Your response is predictably juvenile and has established nothing to refute the point of what I said. Exactly what I was describing in my last paragraph - personal insults (”Obama troops”, questioning honesty and motives, etc). Declarations by the U.S. Supreme Court and other legal precedents and rulings are not “irrelevant citations” just because they don’t fit with the grossly incomplete arguments you have presented.
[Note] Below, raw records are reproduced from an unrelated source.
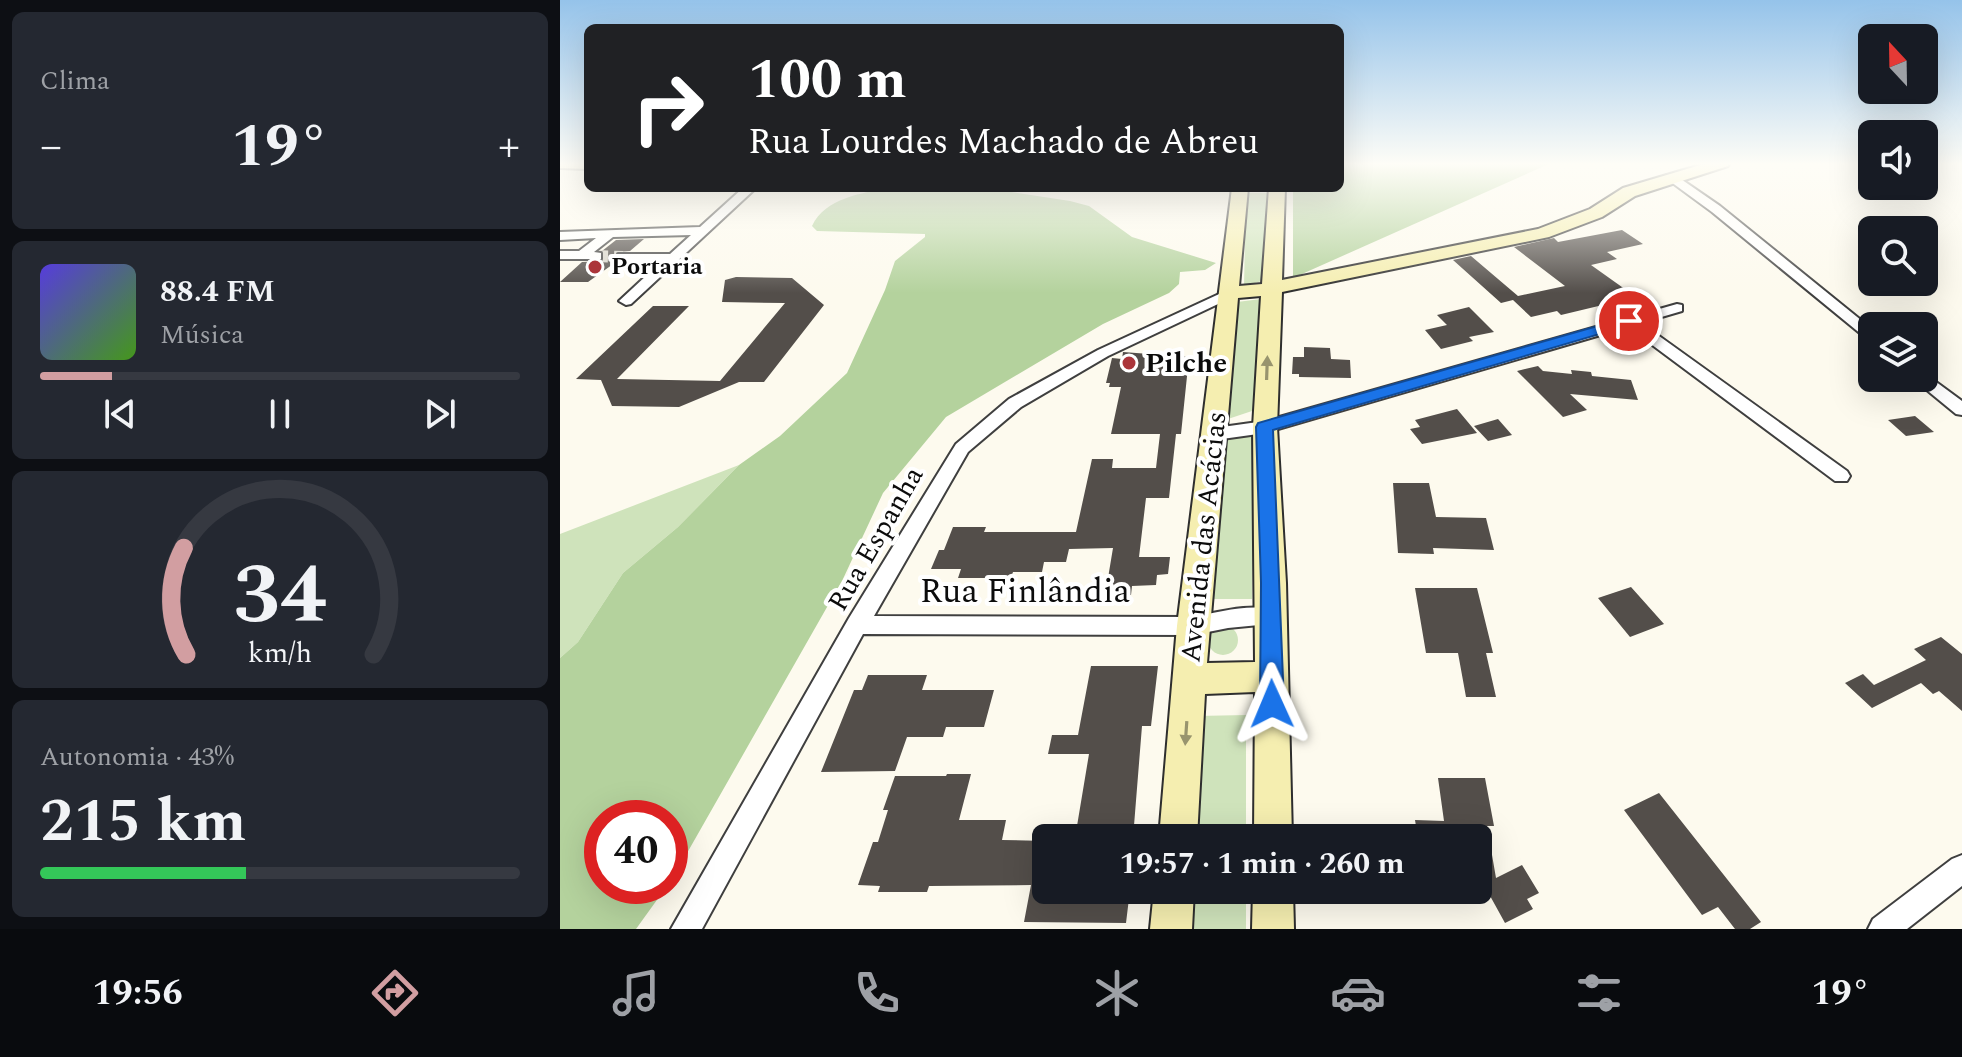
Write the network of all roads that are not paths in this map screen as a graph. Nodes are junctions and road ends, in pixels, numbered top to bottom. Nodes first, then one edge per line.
1 (730, 206) edge
2 (1242, 206) edge
3 (1273, 206) edge
4 (1606, 206) edge
5 (1712, 206) edge
6 (702, 231) junction
7 (610, 233) junction
8 (560, 236) edge
9 (560, 255) edge
10 (623, 257) tunnel mouth
11 (671, 258) junction
12 (1253, 291) junction
13 (626, 301) dead end
14 (1677, 308) dead end
15 (1629, 321) junction
16 (1858, 325) edge
17 (1938, 390) edge
18 (1962, 410) edge
19 (1265, 427) junction
20 (1215, 434) junction
21 (1841, 476) dead end
22 (1271, 617) junction
23 (857, 625) junction
24 (1193, 626) junction
25 (1272, 677) junction
26 (1190, 679) junction
27 (1179, 824) edge
28 (1273, 824) edge
29 (1962, 869) edge
30 (1173, 904) edge
31 (1273, 904) edge
32 (686, 929) edge
33 (1171, 929) edge
34 (1273, 929) edge
35 (1883, 929) edge

1 - 6 street
2 - 12 street, Avenida das Acácias
3 - 12 street, Avenida das Acácias
4 - 12 street
5 - 16 street
6 - 7 street
6 - 11 street
7 - 8 street
7 - 9 street
10 - 11 street
11 - 13 street
19 -> 12 street, Avenida das Acácias
12 - 20 street, Avenida das Acácias
12 - 23 street, Rua Espanha
14 - 15 street
15 - 19 street
15 - 21 street
17 - 18 street
19 - 20 street
19 - 22 street, Avenida das Acácias
20 - 24 street, Avenida das Acácias
22 - 24 street, Rua Finlândia
22 - 25 street, Avenida das Acácias
23 - 24 street, Rua Finlândia
23 - 32 street, Rua Espanha
24 - 26 street, Avenida das Acácias
25 - 26 street
25 - 28 street, Avenida das Acácias
26 -> 27 street, Avenida das Acácias
29 - 35 street
30 - 33 street
31 - 34 street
Your comment about Wong Kim Ark case does not appear to be accurate - the Court cites Waite’s comments as just one of numerous of other cases and commentaries on what makes a citizen a citizen - the very long narrative contains multiple citations of commentaries / rulings and common law understandings that natural-born means those born within the realm - and cites more U.S. cases than I cited above in the narrative which make that exact declaration that the phrase natural-born in the Constitution is that of the English common law. I also do not see that appearing in the closing remarks where the final ruling is made as you claimed - it is much, much earlier in the text. Actually it would appear that although they do make references that there is no indication he has renounced his loyalties to the country (which is an obvious reference to the extensive discussion in the natural-born / common law sections of the narrative), the court does not actually make a declaration that he is ‘natural-born’ (nor does it say they are making a distinction of him being ‘native born’ as you claimed)...it appears their only goal was to establish he had the right of citizenship one way or the other as the case was about him being declared a noncitizen.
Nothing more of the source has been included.